Antes las historias que rondaban este lugar eran más personal. Cada acto de convivencia se relataba, fastidiosamente, formando una continúa cadena de una vida algo típica (entre amigos, buena comida y fantásticas conversaciones). Lo mundano en su constante monotónia me hastió y las historias tomaron otro rumbo y a la vez su número disminuyó.
Las historias a contar ya no se habitan por personajes del calibre de ‘Daniel’ o ‘Myrla’; lugares como ‘Café Baroni’ y ‘Keplers’ ya no forman parte del mosaico. Todo cambió.
Ayer fui a la libreria; sentí una presión y una angustia — ya no era el mismo lugar. Y el café aunque aún popular como siempre ya no tenía nada de especial. Le pasé sin pensarlo dos veces, preferí tomar un expresso en algún otro café.
Después de una cosa tras otras — mi mente enfocada en lo que está por ocurrir en una semana — terminé cenando. A la cena le siguió un juego de literati y aunque hebrio, lo gané gracias a una pequeña jugada que me dio 54 puntos.
En este instante, reviví lo que dejé muy atrás. El 2003 es el año que marca un cambio: dejé de vivir la vida, simultáneamente viviendo la mía. Y para ser honesto, aunque este instante que relaté me llenó de felicidad, prefiero vivir mi vida — me llena más.
Tuve la oportunidad de escuchar una canción. Va algo así: No voy a fingir que pretendo dejar de vivir. No voy a pretender que soy de perdonar. Pero no puedo odiarte, aunque lo he intentado. Aún te amo, realmente.
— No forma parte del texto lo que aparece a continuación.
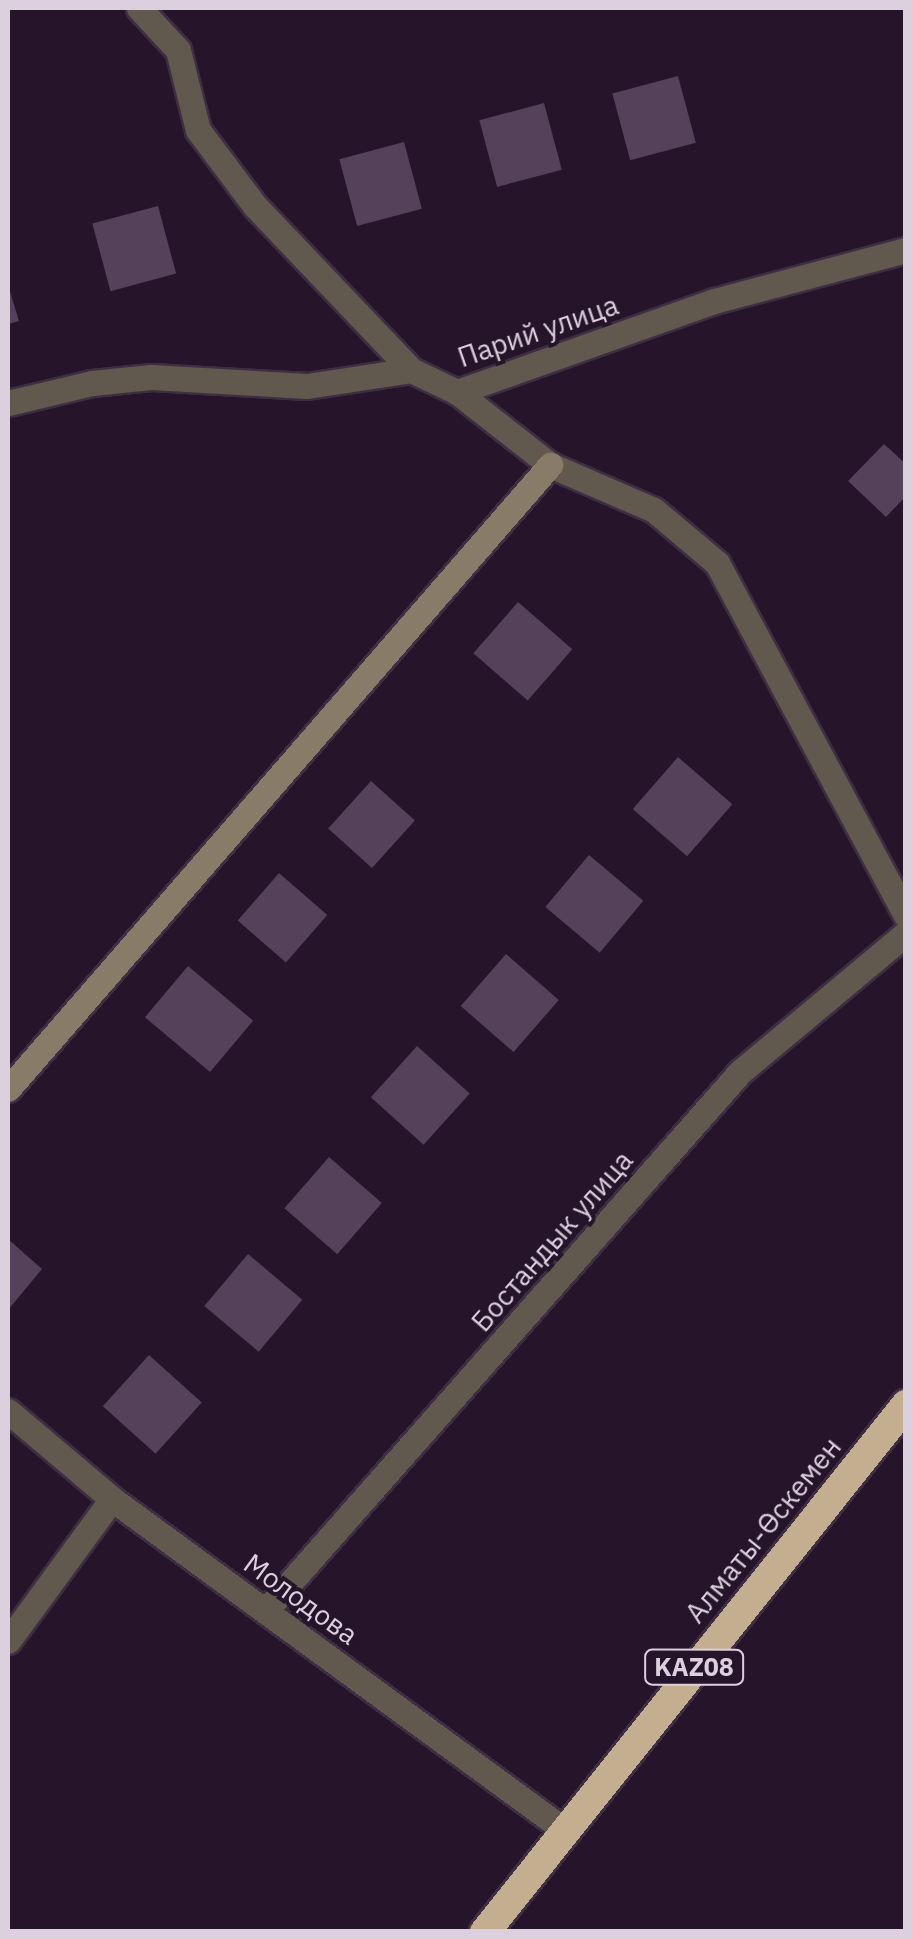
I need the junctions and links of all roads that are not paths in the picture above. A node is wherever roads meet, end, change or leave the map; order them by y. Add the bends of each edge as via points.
1 (140, 8) edge
2 (906, 250) edge
3 (411, 370) junction
4 (458, 392) junction
5 (8, 403) edge
6 (550, 465) junction
7 (906, 916) edge
8 (906, 934) edge
9 (8, 1090) edge
10 (906, 1405) edge
11 (8, 1411) edge
12 (112, 1499) junction
13 (266, 1610) junction
14 (8, 1641) edge
15 (563, 1830) junction
16 (485, 1932) edge

1 - 3 street via 178,50 198,130 244,191
2 - 4 street, Парий улица via 714,301
3 - 4 street, Парий улица
3 - 5 street via 307,386 151,377
4 - 6 street
6 - 7 street via 654,510 717,563
6 - 9 street
8 - 13 street, Бостандык улица via 740,1072
10 - 15 highway, Алматы-Өскемен / KAZ08
11 - 12 street, Молодова
12 - 13 street, Молодова
12 - 14 street
13 - 15 street, Молодова
15 - 16 highway, Алматы-Өскемен / KAZ08

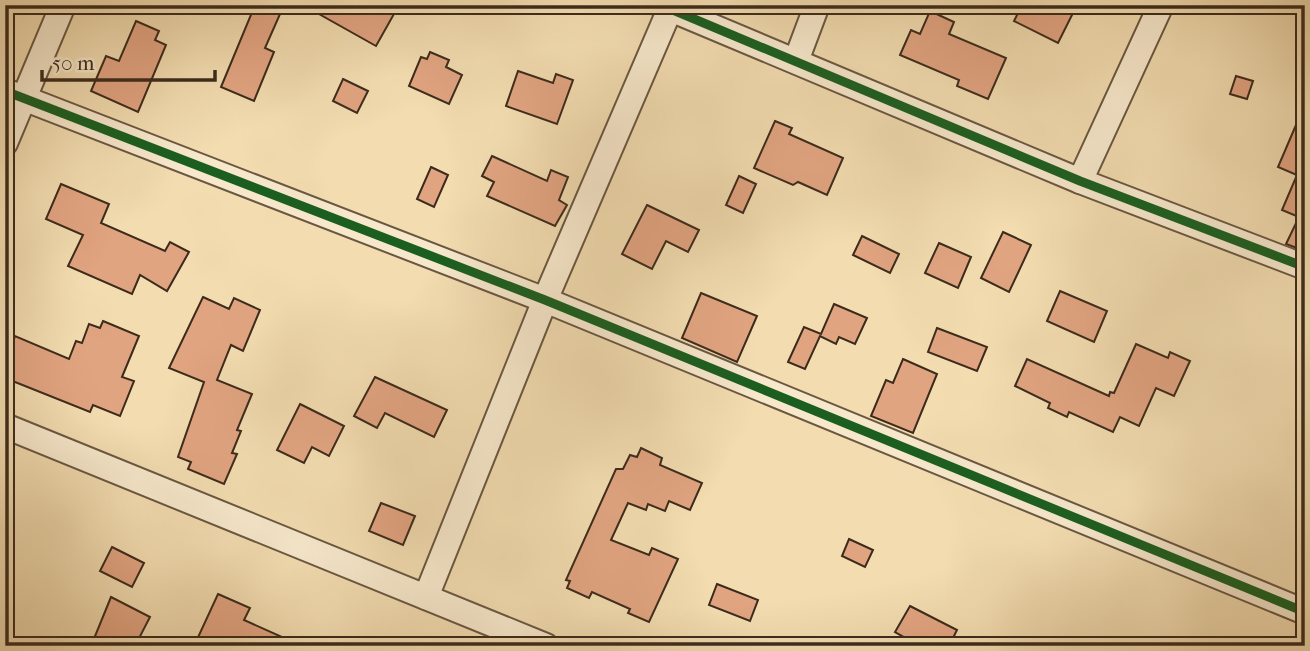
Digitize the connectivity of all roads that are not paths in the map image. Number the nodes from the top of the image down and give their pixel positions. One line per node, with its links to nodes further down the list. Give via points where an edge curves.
1 (63, 5): 6 (street)
2 (817, 5): 5 (street)
3 (1161, 5): 8 (street)
4 (666, 7): 5 (street); 10 (street)
5 (796, 61): 8 (street)
6 (15, 94): 7 (street); 10 (street)
7 (5, 143)
8 (1080, 181): 9 (street)
9 (1305, 267)
10 (545, 300): 12 (street); 13 (street)
11 (5, 426): 12 (street)
12 (426, 597): 14 (street)
13 (1305, 611)
14 (533, 643)

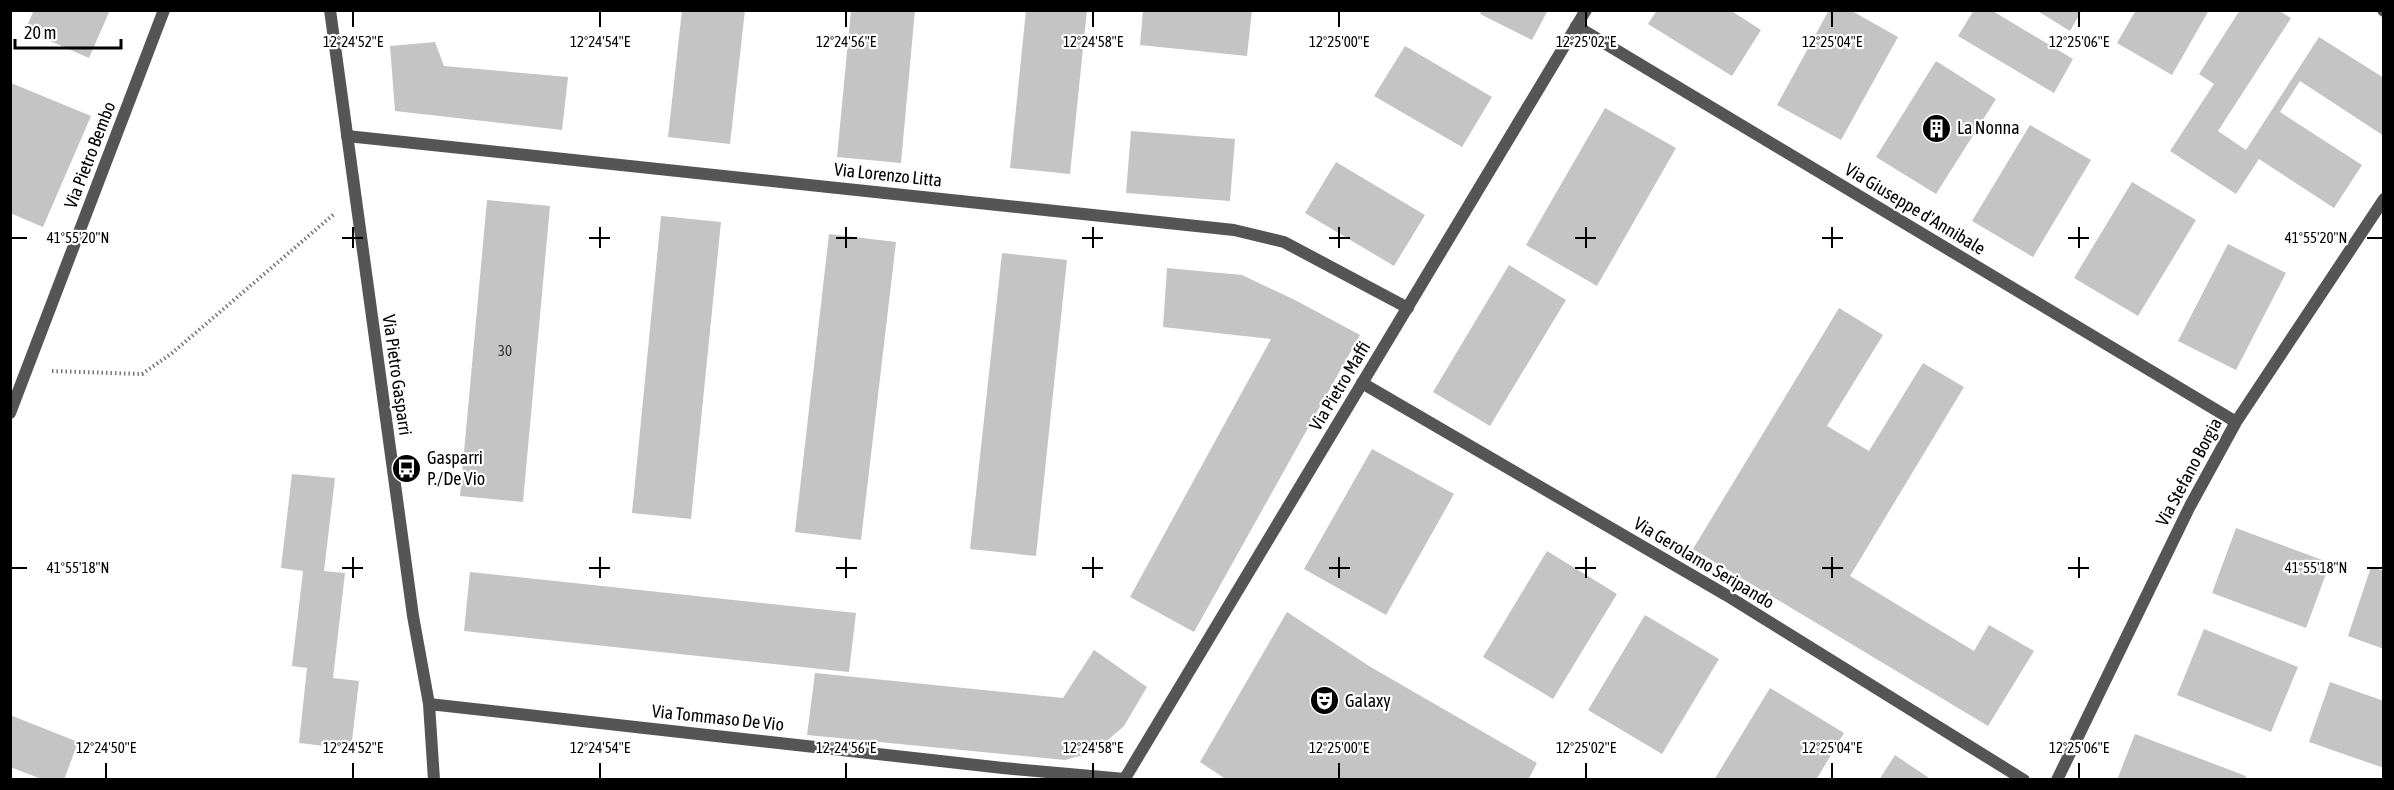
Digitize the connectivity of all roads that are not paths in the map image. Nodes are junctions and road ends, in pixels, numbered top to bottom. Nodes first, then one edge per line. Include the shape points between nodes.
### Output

El amor es más fuerte que el orgullo.
Esto resuena conmigo. Creo haberme creído la mentira de que jamás amé a ‘Shane’ y sólo le quise; esta ficción me ayudó a reducir mis perdidas. Ahora debo aclarar que al decir ‘amar’ no hablo de aquella fuerza del corazón que te empuja y te arrastra, no. Este amor es una formalidad; deferencia que resulta de haber compartido algo especial.